Have the media and government been hijacked?

Gutstein seems to think that the media and government have been hijacked by corporate interests, rather than created by them (the media) or dominated by them (government.) He misrepresents Noam Chomsky’s and Edward Herman’s propaganda model, outlined in their Manufacturing Consent, as one in which “the prevailing power elites co-opt intellectuals and large media companies and transform them into instruments of shaping public opinion.” [18] (Chomsky and Herman describe media corporations as businesses, whose very nature as businesses, structure their reporting. They have not been co-opted.) Similarly, Gutstein speaks of the corporate agenda becoming the government agenda, as if governments in capitalist society are capable of escaping the imperative of aiding business in its pursuit of profit. Gutstein’s thinking, then, implies that the media and government are capable of playing a neutral role in the clash of labor and business, with government mediating the conflict and the media siding with neither labor nor capital. But the media, for one, are clearly not independent of corporate interests, a point Gutstein himself makes: Media corporations, he writes, are “profit-seeking businesses owned by very wealthy families and by other companies. Owners are generally very conservative politically and favour the dominant North American private enterprise ideology.” [19]

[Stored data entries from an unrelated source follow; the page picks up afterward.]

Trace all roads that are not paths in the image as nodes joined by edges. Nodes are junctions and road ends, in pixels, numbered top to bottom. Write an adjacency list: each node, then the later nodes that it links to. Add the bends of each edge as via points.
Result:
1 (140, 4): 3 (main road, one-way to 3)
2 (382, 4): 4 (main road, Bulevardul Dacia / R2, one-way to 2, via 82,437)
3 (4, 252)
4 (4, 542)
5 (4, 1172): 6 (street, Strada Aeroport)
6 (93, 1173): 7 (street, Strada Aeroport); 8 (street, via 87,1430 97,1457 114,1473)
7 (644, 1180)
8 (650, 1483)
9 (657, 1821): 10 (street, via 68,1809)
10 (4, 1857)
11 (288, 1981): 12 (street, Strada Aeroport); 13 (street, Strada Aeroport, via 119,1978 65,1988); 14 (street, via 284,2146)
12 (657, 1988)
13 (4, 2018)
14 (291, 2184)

For all of his optimism that business can be relegated to the role of one of many participants in a pluralist debate, [20] Gutstein recognizes that business “has significant influence over government, and controls the debate” [21] because it is able to use its wealth to press for a public policy climate favourable to its interests. Business-sponsored think-tanks, he writes, have,

“greater financial resources. Business sponsored think-tanks can hire more staff, fund more scholars, cover a wider range of topics and produce more studies and reports (than progressive think-tanks, with more limited financial resources, can.) They are also more effective because they have the ear of a sympathetic corporate media far more frequently than progressive think-tanks.” [22].

However, Gutstein focuses too much on the role business think-tanks play in shaping public policy, and too little on the movement of the same individuals back and forth between top corporate and government jobs, [23] the overwhelming role corporations and the wealthy play in funding major political parties, and the work of lobbyists on behalf of individual corporations and business as a whole. [24] He also ignores the limited room for manoeuvre of governments that work within the framework of capitalism. Unless they mobilize the energies of a significant portion of the population to overthrow the system, governments in capitalist society are constrained to act in ways that do no harm to the interests of business. If they do cause harm, business will stop investing, either because it is no longer profitable to do so, or to sabotage the government’s anti-business policies. Capital strike, or the flight of capital to business-friendly jurisdictions, will either bring the government back in line, or prompt voters to change the government. Either way, no government that willingly works within a capitalist framework can privilege lower classes at the expense of business for long without being reined in or replaced. It’s highly likely that governments in capitalist society would act to continue to defend and promote business interests whether business think-tanks – and business propaganda — existed or not.

The counteroffensive

At times, Gutstein seems to paint a picture of a world in which ideas are disconnected from the material world. At other times, he seems more firmly grounded in reality. But always ideology has primacy in his analysis. Ideas, if skilfully expressed by able and well-funded propagandists, have the power to compel action. For example, he attributes the Canadian government’s abandonment of social welfare policies and adoption of a neo-liberal program to a single report by Harvard professor Michael Porter. “After the Porter study (on Canada’s competitiveness in the world) made the rounds of senior officials, the corporate agenda became the government agenda.” [25] This supposes that the government’s agenda hadn’t always been the corporate agenda. An alternative view is that the Porter study didn’t cause the Canadian government to adopt a new agenda. The imperatives of the capitalist system did. What the Porter study did was justify the new agenda.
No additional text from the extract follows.